Yeah didn’t say that. I gave you a reason that’s generally accepted by Westeroes as good enough reason for kings, and lords, etc to kill innocents. To punish the innocent person’s kin or loved one who is doing something they see as wrong and to deter others from acting out as well. Innocents taken hostage like Theon or the wildling children book Jon took, far from simply being collateral damage, are killed, through really no fault of their own. 

And it's not clear what you are trying to say. Let's be clear about this. Are you saying that targeting deliberately targeting innocents is viewed as okay in Westeros?

 

4 minutes ago, Varysblackfyre321 said:

Yes. He did repeatedly through saying he thought it was dumb for the writers to have Daenerys do this for no real reason.He literally said GRRM wouldn’t write a character doing something for such stupid reasons in book in the post you quoted and accused him of trying to defend show Daenerys’ idiotic massacre. 

He is not very clear about what he thinks is appropriate. Does he think Tywin's actions in the Riverlands is okay?

6 minutes ago, Varysblackfyre321 said:

Oh my god yes! Like is me saying it was pointless not enough of a hint that I thought the move wasn’t good? Where are you getting I’m saying she did the right thing here? Stop strawmannirg me.
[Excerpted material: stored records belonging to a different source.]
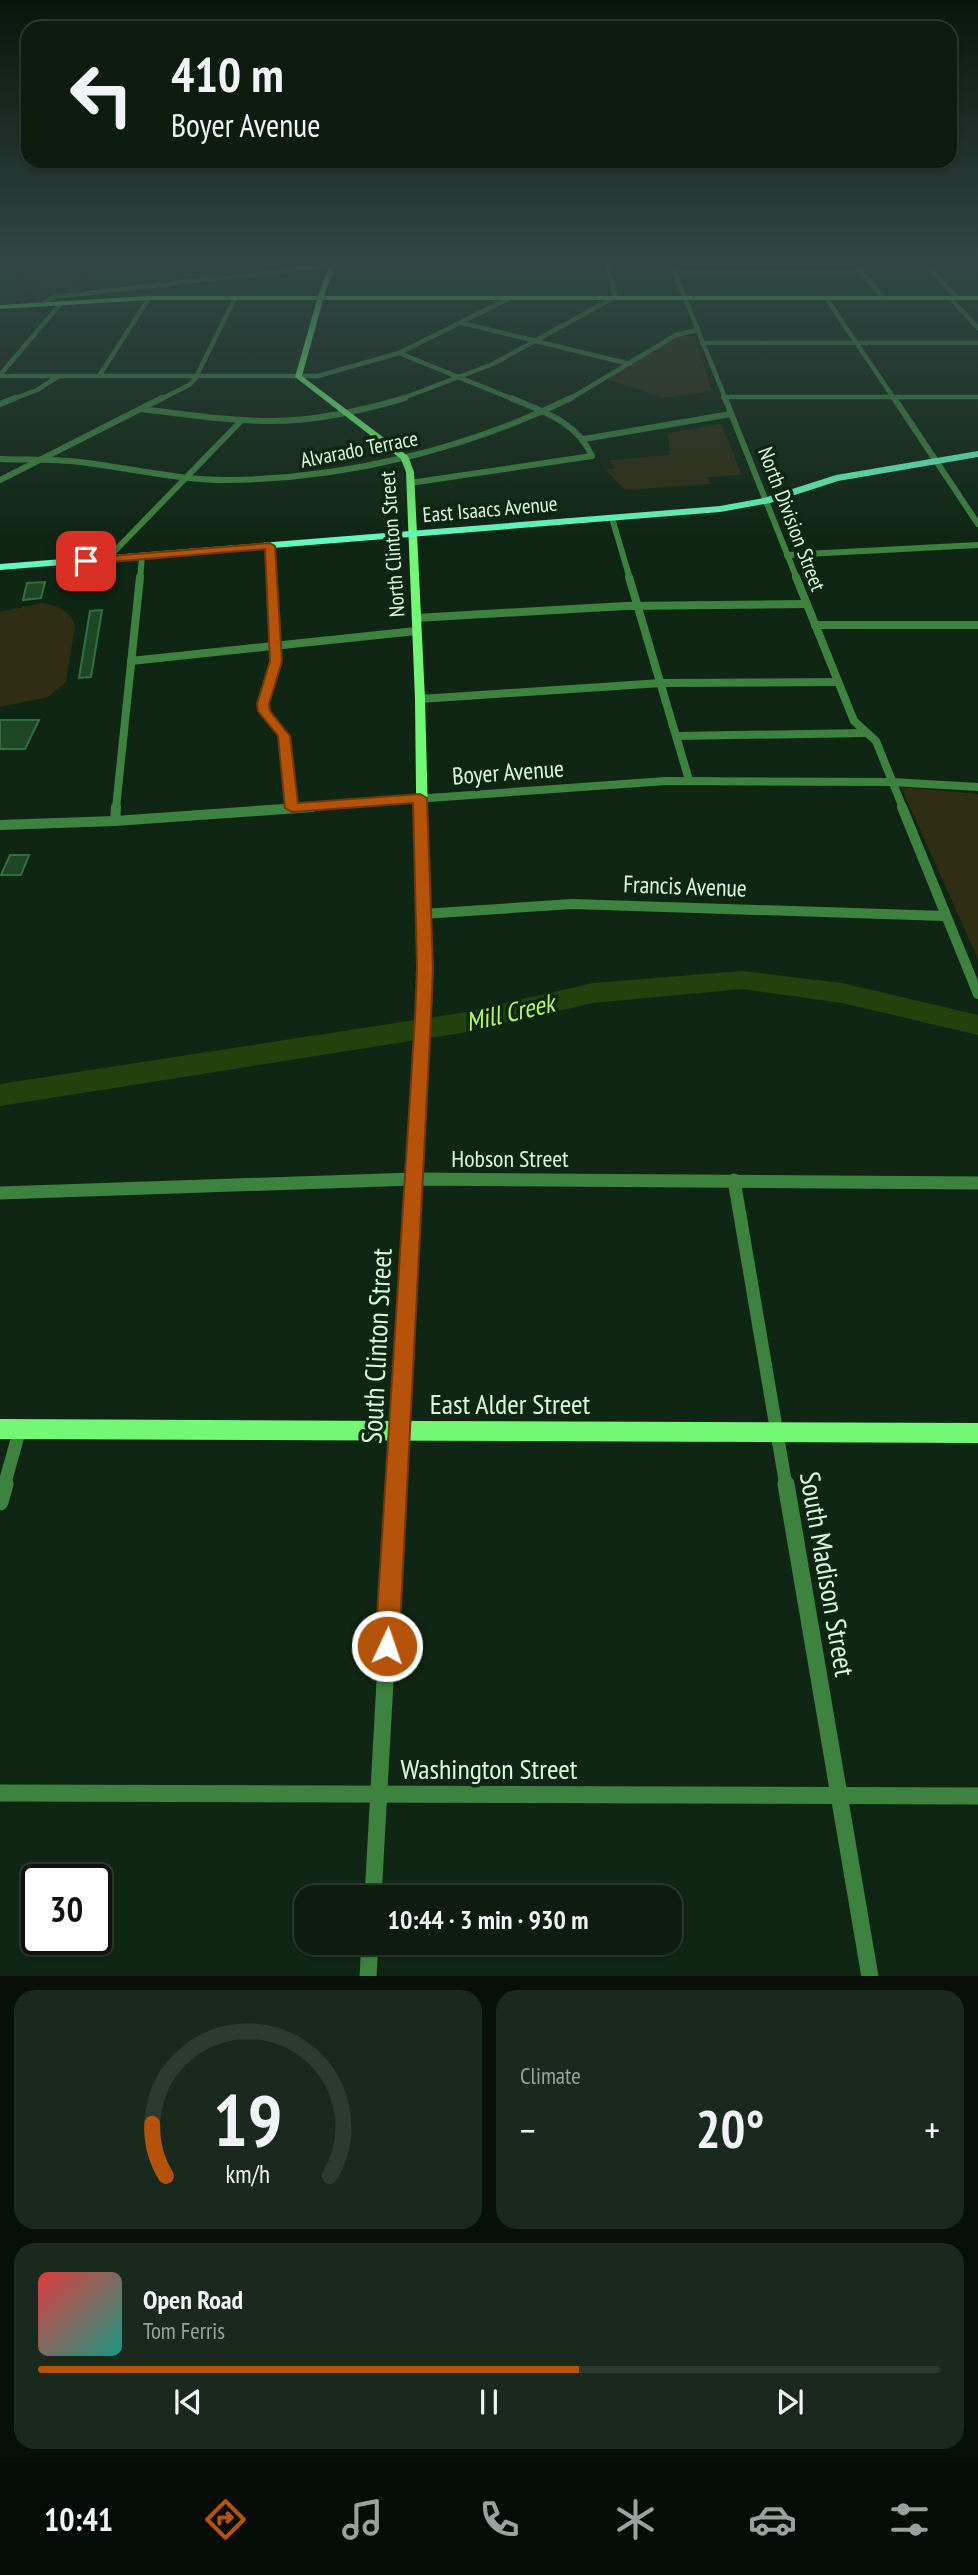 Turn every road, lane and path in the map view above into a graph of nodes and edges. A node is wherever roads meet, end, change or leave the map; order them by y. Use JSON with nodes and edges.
{"nodes":[{"id":1,"x":19,"y":353,"type":"edge"},
{"id":2,"x":114,"y":353,"type":"edge"},
{"id":3,"x":208,"y":353,"type":"edge"},
{"id":4,"x":305,"y":353,"type":"edge"},
{"id":5,"x":399,"y":353,"type":"joint"},
{"id":6,"x":512,"y":353,"type":"edge"},
{"id":7,"x":585,"y":353,"type":"edge"},
{"id":8,"x":647,"y":353,"type":"edge"},
{"id":9,"x":706,"y":353,"type":"edge"},
{"id":10,"x":863,"y":353,"type":"edge"},
{"id":11,"x":630,"y":364,"type":"junction"},
{"id":12,"x":0,"y":376,"type":"edge"},
{"id":13,"x":59,"y":376,"type":"junction"},
{"id":14,"x":99,"y":376,"type":"junction"},
{"id":15,"x":197,"y":376,"type":"junction"},
{"id":16,"x":298,"y":376,"type":"junction"},
{"id":17,"x":464,"y":378,"type":"junction"},
{"id":18,"x":723,"y":397,"type":"junction"},
{"id":19,"x":892,"y":397,"type":"junction"},
{"id":20,"x":978,"y":397,"type":"edge"},
{"id":21,"x":0,"y":404,"type":"edge"},
{"id":22,"x":141,"y":409,"type":"junction"},
{"id":23,"x":545,"y":412,"type":"junction"},
{"id":24,"x":346,"y":413,"type":"junction"},
{"id":25,"x":731,"y":414,"type":"junction"},
{"id":26,"x":240,"y":421,"type":"junction"},
{"id":27,"x":584,"y":439,"type":"junction"},
{"id":28,"x":978,"y":454,"type":"edge"},
{"id":29,"x":405,"y":458,"type":"junction"},
{"id":30,"x":0,"y":459,"type":"edge"},
{"id":31,"x":40,"y":460,"type":"junction"},
{"id":32,"x":935,"y":461,"type":"junction"},
{"id":33,"x":184,"y":478,"type":"junction"},
{"id":34,"x":0,"y":480,"type":"edge"},
{"id":35,"x":410,"y":482,"type":"junction"},
{"id":36,"x":766,"y":501,"type":"junction"},
{"id":37,"x":612,"y":519,"type":"junction"},
{"id":38,"x":978,"y":524,"type":"edge"},
{"id":39,"x":413,"y":534,"type":"junction"},
{"id":40,"x":978,"y":545,"type":"edge"},
{"id":41,"x":270,"y":546,"type":"junction"},
{"id":42,"x":787,"y":555,"type":"junction"},
{"id":43,"x":142,"y":556,"type":"junction"},
{"id":44,"x":107,"y":559,"type":"junction"},
{"id":45,"x":0,"y":566,"type":"edge"},
{"id":46,"x":806,"y":604,"type":"junction"},
{"id":47,"x":638,"y":605,"type":"junction"},
{"id":48,"x":416,"y":618,"type":"junction"},
{"id":49,"x":815,"y":625,"type":"junction"},
{"id":50,"x":978,"y":625,"type":"edge"},
{"id":51,"x":416,"y":631,"type":"junction"},
{"id":52,"x":276,"y":646,"type":"junction"},
{"id":53,"x":131,"y":661,"type":"junction"},
{"id":54,"x":837,"y":682,"type":"junction"},
{"id":55,"x":661,"y":683,"type":"junction"},
{"id":56,"x":420,"y":699,"type":"junction"},
{"id":57,"x":866,"y":733,"type":"junction"},
{"id":58,"x":677,"y":736,"type":"junction"},
{"id":59,"x":689,"y":780,"type":"junction"},
{"id":60,"x":892,"y":782,"type":"junction"},
{"id":61,"x":978,"y":787,"type":"edge"},
{"id":62,"x":420,"y":798,"type":"junction"},
{"id":63,"x":292,"y":808,"type":"junction"},
{"id":64,"x":115,"y":821,"type":"junction"},
{"id":65,"x":0,"y":825,"type":"edge"},
{"id":66,"x":423,"y":914,"type":"junction"},
{"id":67,"x":945,"y":916,"type":"junction"},
{"id":68,"x":978,"y":994,"type":"edge"},
{"id":69,"x":413,"y":1179,"type":"junction"},
{"id":70,"x":734,"y":1181,"type":"junction"},
{"id":71,"x":978,"y":1183,"type":"edge"},
{"id":72,"x":0,"y":1193,"type":"edge"},
{"id":73,"x":0,"y":1429,"type":"edge"},
{"id":74,"x":20,"y":1429,"type":"junction"},
{"id":75,"x":399,"y":1430,"type":"junction"},
{"id":76,"x":777,"y":1432,"type":"junction"},
{"id":77,"x":978,"y":1433,"type":"edge"},
{"id":78,"x":0,"y":1502,"type":"edge"},
{"id":79,"x":0,"y":1793,"type":"edge"},
{"id":80,"x":379,"y":1794,"type":"junction"},
{"id":81,"x":839,"y":1795,"type":"junction"},
{"id":82,"x":978,"y":1796,"type":"edge"},
{"id":83,"x":374,"y":1885,"type":"edge"},
{"id":84,"x":369,"y":1955,"type":"edge"},
{"id":85,"x":368,"y":1976,"type":"edge"},
{"id":86,"x":870,"y":1976,"type":"edge"}],
"edges":[{"from":1,"to":12,"type":"street"},
{"from":2,"to":14,"type":"street"},
{"from":3,"to":15,"type":"street"},
{"from":4,"to":16,"type":"main road"},
{"from":5,"to":16,"type":"street"},
{"from":5,"to":17,"type":"street"},
{"from":6,"to":17,"type":"street"},
{"from":7,"to":11,"type":"street"},
{"from":8,"to":11,"type":"street","name":"Alvarado Terrace"},
{"from":9,"to":18,"type":"street","name":"North Division Street"},
{"from":10,"to":19,"type":"street"},
{"from":11,"to":23,"type":"street","name":"Alvarado Terrace"},
{"from":12,"to":13,"type":"street"},
{"from":13,"to":14,"type":"street"},
{"from":13,"to":21,"type":"street"},
{"from":14,"to":15,"type":"street"},
{"from":15,"to":16,"type":"street"},
{"from":15,"to":22,"type":"street"},
{"from":16,"to":24,"type":"main road","name":"North Clinton Street"},
{"from":17,"to":23,"type":"street"},
{"from":17,"to":24,"type":"street"},
{"from":18,"to":19,"type":"street"},
{"from":18,"to":25,"type":"street","name":"North Division Street"},
{"from":19,"to":20,"type":"street"},
{"from":19,"to":32,"type":"street"},
{"from":22,"to":26,"type":"street"},
{"from":22,"to":31,"type":"street"},
{"from":23,"to":27,"type":"street"},
{"from":23,"to":29,"type":"street","name":"Alvarado Terrace"},
{"from":24,"to":26,"type":"street"},
{"from":24,"to":29,"type":"main road","name":"North Clinton Street"},
{"from":25,"to":27,"type":"street"},
{"from":25,"to":36,"type":"street","name":"North Division Street"},
{"from":26,"to":33,"type":"street"},
{"from":27,"to":35,"type":"street"},
{"from":28,"to":32,"type":"main road","name":"East Isaacs Avenue"},
{"from":29,"to":33,"type":"street","name":"Alvarado Terrace"},
{"from":29,"to":35,"type":"main road","name":"North Clinton Street"},
{"from":30,"to":31,"type":"street","name":"Alvarado Terrace"},
{"from":31,"to":33,"type":"street","name":"Alvarado Terrace"},
{"from":31,"to":34,"type":"street"},
{"from":32,"to":36,"type":"main road","name":"East Isaacs Avenue"},
{"from":32,"to":38,"type":"street"},
{"from":33,"to":44,"type":"street"},
{"from":35,"to":39,"type":"main road","name":"North Clinton Street"},
{"from":36,"to":37,"type":"main road","name":"East Isaacs Avenue"},
{"from":36,"to":42,"type":"street","name":"North Division Street"},
{"from":37,"to":39,"type":"main road","name":"East Isaacs Avenue"},
{"from":37,"to":47,"type":"street"},
{"from":39,"to":41,"type":"main road","name":"East Isaacs Avenue"},
{"from":39,"to":48,"type":"main road","name":"North Clinton Street"},
{"from":40,"to":42,"type":"street"},
{"from":41,"to":43,"type":"main road","name":"East Isaacs Avenue"},
{"from":41,"to":52,"type":"street"},
{"from":42,"to":46,"type":"street","name":"North Division Street"},
{"from":43,"to":44,"type":"main road","name":"East Isaacs Avenue"},
{"from":43,"to":53,"type":"street"},
{"from":44,"to":45,"type":"main road","name":"East Isaacs Avenue"},
{"from":46,"to":47,"type":"street"},
{"from":46,"to":49,"type":"street","name":"North Division Street"},
{"from":47,"to":48,"type":"street"},
{"from":47,"to":55,"type":"street"},
{"from":48,"to":51,"type":"main road","name":"North Clinton Street"},
{"from":49,"to":50,"type":"street"},
{"from":49,"to":54,"type":"street","name":"North Division Street"},
{"from":51,"to":52,"type":"street"},
{"from":51,"to":56,"type":"main road","name":"North Clinton Street"},
{"from":52,"to":53,"type":"street"},
{"from":52,"to":63,"type":"street"},
{"from":53,"to":64,"type":"street"},
{"from":54,"to":55,"type":"street"},
{"from":54,"to":57,"type":"street","name":"North Division Street"},
{"from":55,"to":56,"type":"street"},
{"from":55,"to":58,"type":"street"},
{"from":56,"to":62,"type":"main road","name":"North Clinton Street"},
{"from":57,"to":58,"type":"street"},
{"from":57,"to":60,"type":"street","name":"North Division Street"},
{"from":58,"to":59,"type":"street"},
{"from":59,"to":60,"type":"street","name":"Boyer Avenue"},
{"from":59,"to":62,"type":"street","name":"Boyer Avenue"},
{"from":60,"to":61,"type":"street","name":"Boyer Avenue"},
{"from":60,"to":67,"type":"street","name":"North Division Street"},
{"from":62,"to":63,"type":"street","name":"Boyer Avenue"},
{"from":62,"to":66,"type":"main road","name":"South Clinton Street"},
{"from":63,"to":64,"type":"street","name":"Boyer Avenue"},
{"from":64,"to":65,"type":"street","name":"Boyer Avenue"},
{"from":66,"to":67,"type":"street","name":"Francis Avenue"},
{"from":66,"to":69,"type":"main road","name":"South Clinton Street"},
{"from":67,"to":68,"type":"street","name":"North Division Street"},
{"from":69,"to":70,"type":"street","name":"Hobson Street"},
{"from":69,"to":72,"type":"street","name":"Hobson Street"},
{"from":69,"to":75,"type":"main road","name":"South Clinton Street"},
{"from":70,"to":71,"type":"street","name":"Hobson Street"},
{"from":70,"to":76,"type":"street","name":"South Madison Street"},
{"from":73,"to":74,"type":"main road","name":"East Alder Street"},
{"from":74,"to":75,"type":"main road","name":"East Alder Street"},
{"from":74,"to":78,"type":"street"},
{"from":75,"to":76,"type":"main road","name":"East Alder Street"},
{"from":75,"to":80,"type":"street","name":"South Clinton Street"},
{"from":76,"to":77,"type":"main road","name":"East Alder Street"},
{"from":76,"to":81,"type":"street","name":"South Madison Street"},
{"from":79,"to":80,"type":"street","name":"Washington Street"},
{"from":80,"to":81,"type":"street","name":"Washington Street"},
{"from":80,"to":83,"type":"street","name":"South Clinton Street"},
{"from":81,"to":82,"type":"street","name":"Washington Street"},
{"from":81,"to":86,"type":"street","name":"South Madison Street"},
{"from":84,"to":85,"type":"street"}]}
What's your point again? Are you going to just make some general assertion that innocents die in war. We already know that.

7 minutes ago, Varysblackfyre321 said:

More condemnation if there is no real reason behind the action.

Supposing the deaths happened not as a result of trying to defeat the enemy's field forces but was done simply to terrorize the local population in order to make them amenable to being ruled to undermine their support for the current ruler. How would you feel about that?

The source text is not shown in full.